I really think that the evangelists shown in today's media give God's people such a bad name. If you are reading this and you belive in the Prosperity Gospel, works, or watch "church" on tv on Sunday mornings, you may want to go do that right now.... I am about to lay the smack down on your viewpoint, but with love, of course ;) If you are a new Christian, you probably know what I mean when I say, Jesus is NOT your cure-all. I found God, but I am still broke, single, out of shape, and sometimes crabby (sorry catch me before that morning caffeine jolt and you'll wish you had chosen to wrestle a rabid Grizzly bear instead). Your life may, and realistically, will, still suck. However, that suffering gets easier. Jesus won't wave his magic wand and give you a Lexus with smooth leather seats and a sunroof, but He will be there to walk through it all with you. For the chosen, life on Earth is the worst we will ever have it. No matter how many good deeds you do, you can't earn your way in to heaven. It's all about faith, my friends. While we are on the subject of the church and prosperity... let's talk about giving. I tell my Sunday school students (who are freaking rad, btw) every week that God gives us everything so it is natural that we give some back to support the mission of spreading the good news of the gospel. However, I do NOT believe in the "religious" ideal of giving a fixed amount. or that giving this amount or more will buy you a way in to God's good graces. Paul tells the church at Corinth in 1st Corinthians that we should be cheerful, sacrificial givers. So, for me, giving my time and a few bucks here and there is a huge sacrifice (I told you I am SO Seattle... I got laid off from my "grown up" job so now make lattes... you can guess where ;) )... but, for someone else, time and a few bucks wouldn't even be noticeable to them. Get my point? So next time you walk in to a mega church that exhorts non-members, non-Christians, college students, the unemployed, and single moms to give 10%... RUN. (sidenote: not all megachurches are bad... and not all Prosperity Gospel churches are bad... if that's your scene and you love Jesus... holler. it's just not for me.)

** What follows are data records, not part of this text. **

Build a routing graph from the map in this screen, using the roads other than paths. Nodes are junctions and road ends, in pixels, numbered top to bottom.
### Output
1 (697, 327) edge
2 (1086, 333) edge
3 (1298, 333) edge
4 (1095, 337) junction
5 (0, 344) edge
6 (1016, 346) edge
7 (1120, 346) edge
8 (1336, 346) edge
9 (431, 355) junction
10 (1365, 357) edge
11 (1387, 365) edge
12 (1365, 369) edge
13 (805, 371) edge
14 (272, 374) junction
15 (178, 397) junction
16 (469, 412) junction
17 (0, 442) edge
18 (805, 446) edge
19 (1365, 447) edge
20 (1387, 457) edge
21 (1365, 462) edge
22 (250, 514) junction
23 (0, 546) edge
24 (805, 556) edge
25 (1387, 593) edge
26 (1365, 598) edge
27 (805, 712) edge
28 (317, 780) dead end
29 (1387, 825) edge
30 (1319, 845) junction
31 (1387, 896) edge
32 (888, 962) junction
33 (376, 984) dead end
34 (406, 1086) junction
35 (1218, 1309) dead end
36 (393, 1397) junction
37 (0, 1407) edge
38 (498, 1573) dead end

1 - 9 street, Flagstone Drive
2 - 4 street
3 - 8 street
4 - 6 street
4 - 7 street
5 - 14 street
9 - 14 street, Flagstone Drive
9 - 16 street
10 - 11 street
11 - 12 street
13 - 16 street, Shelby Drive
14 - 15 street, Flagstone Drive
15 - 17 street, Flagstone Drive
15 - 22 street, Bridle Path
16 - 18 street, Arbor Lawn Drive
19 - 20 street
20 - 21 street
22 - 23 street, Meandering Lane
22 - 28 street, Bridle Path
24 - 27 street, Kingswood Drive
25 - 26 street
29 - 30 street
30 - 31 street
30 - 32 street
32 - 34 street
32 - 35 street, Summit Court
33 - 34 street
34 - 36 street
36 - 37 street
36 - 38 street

Well, that's me. I could talk about "God stuff" all night, but let's face it.. I have a dog to walk, mounds of laundry to do, and a car that won't wash itself (however... it should. that would be rad). I know that I can be kinda wordy and a bit blunt, but I hope if you get anything from this post, it's this.... It doesn't matter who you are, have been, or what you have done. God is real and He wants to welcome you in to His family. Being a Christian does not need to be a stuffy, colorless existence full of rigid morals and judgements.